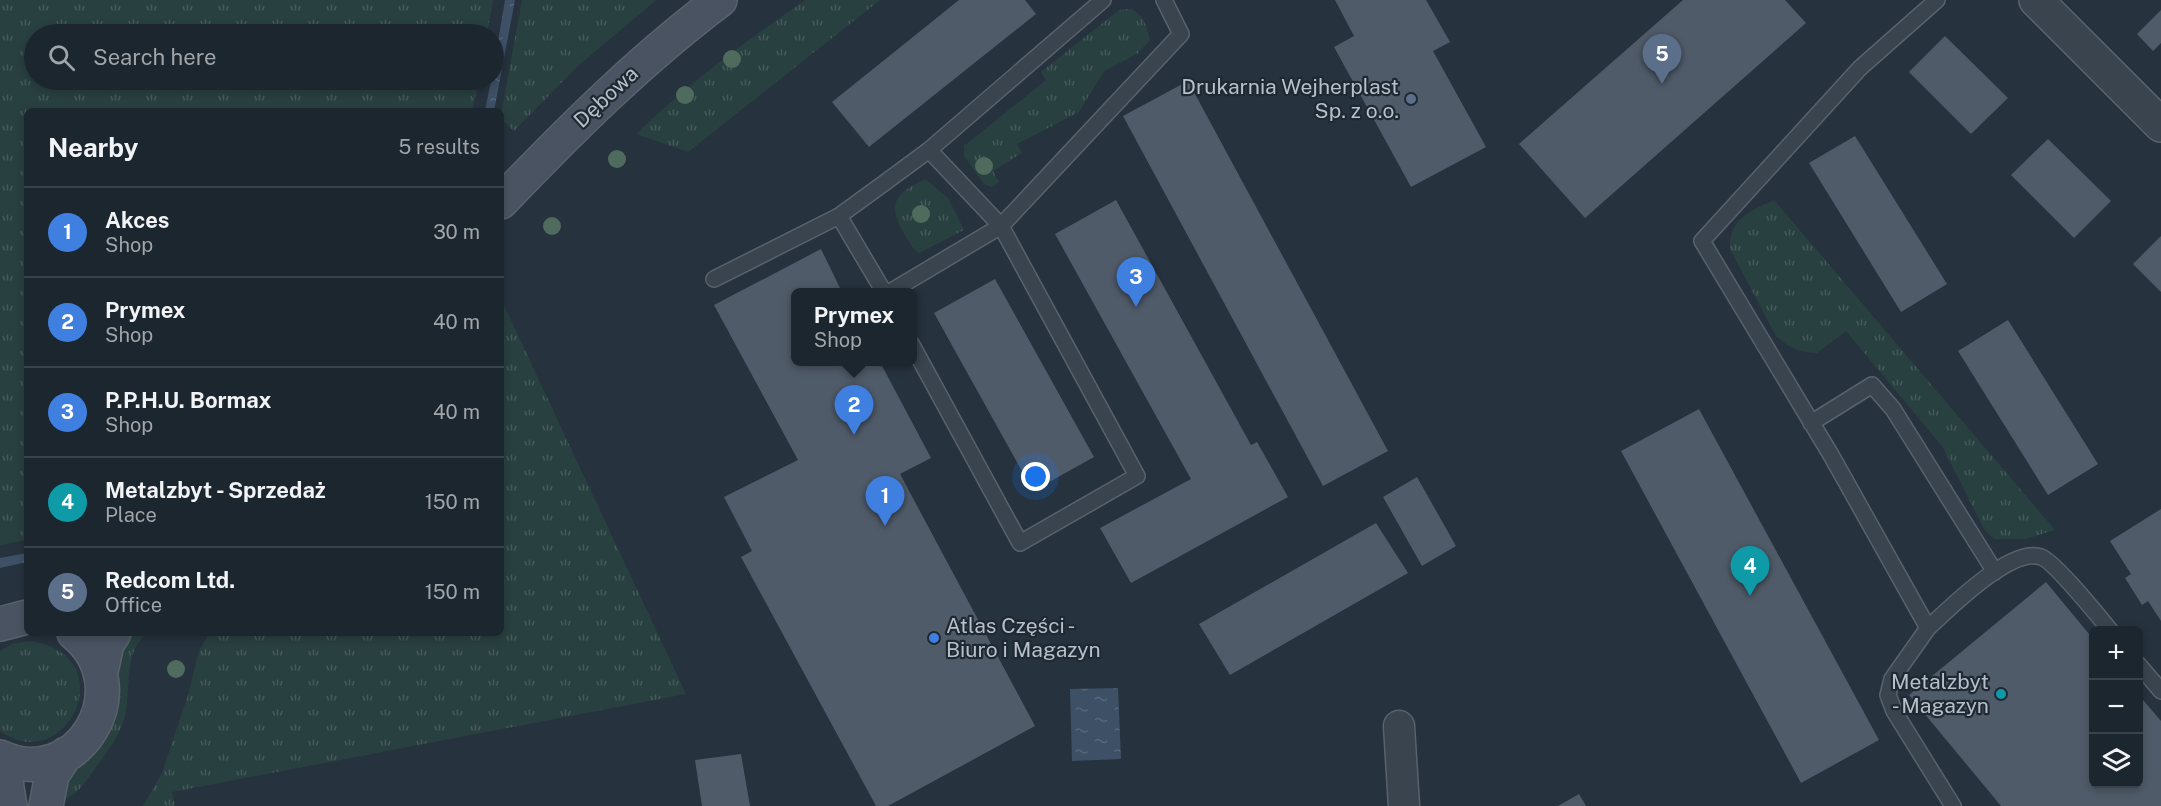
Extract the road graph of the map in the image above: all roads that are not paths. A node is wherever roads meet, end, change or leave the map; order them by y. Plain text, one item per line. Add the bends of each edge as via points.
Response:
1 (720, 0) edge
2 (1103, 0) edge
3 (1164, 0) edge
4 (1938, 0) edge
5 (2036, 0) edge
6 (2161, 125) edge
7 (929, 150) junction
8 (504, 199) edge
9 (839, 216) junction
10 (1000, 226) junction
11 (714, 279) dead end
12 (882, 288) edge
13 (897, 288) edge
14 (917, 354) edge
15 (1811, 423) junction
16 (1995, 572) junction
17 (24, 618) edge
18 (0, 624) edge
19 (2107, 626) edge
20 (1928, 628) junction
21 (78, 636) edge
22 (112, 636) edge
23 (2143, 669) edge
24 (101, 671) junction
25 (2161, 691) edge
26 (1399, 726) dead end
27 (66, 754) junction
28 (0, 757) edge
29 (0, 768) edge
30 (10, 806) edge
31 (46, 806) edge
32 (1404, 806) edge
33 (1953, 806) edge

1 - 8 main road, Dębowa via 611,91
2 - 7 lane
3 - 10 lane via 1181,34
4 - 15 lane via 1860,68 1702,241
5 - 6 street
7 - 9 lane
7 - 10 lane
9 - 11 lane
9 - 12 lane
10 - 13 lane
10 - 14 lane via 1137,476 1020,543
15 - 16 lane via 1872,385 1893,409
15 - 20 lane
16 - 19 lane via 2015,559 2043,557
16 - 20 lane
17 - 18 main road
20 - 33 lane via 1892,679 1888,695
21 - 24 main road via 94,655
22 - 24 main road
23 - 25 lane
24 - 27 main road via 104,688 96,723 87,738
26 - 32 street
27 - 28 main road via 33,764
27 - 31 main road via 52,775
29 - 30 main road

● **Brief**: Only a number is expected here: the count of lines in the listing that hold the string "road".

● **Output of the task**: 9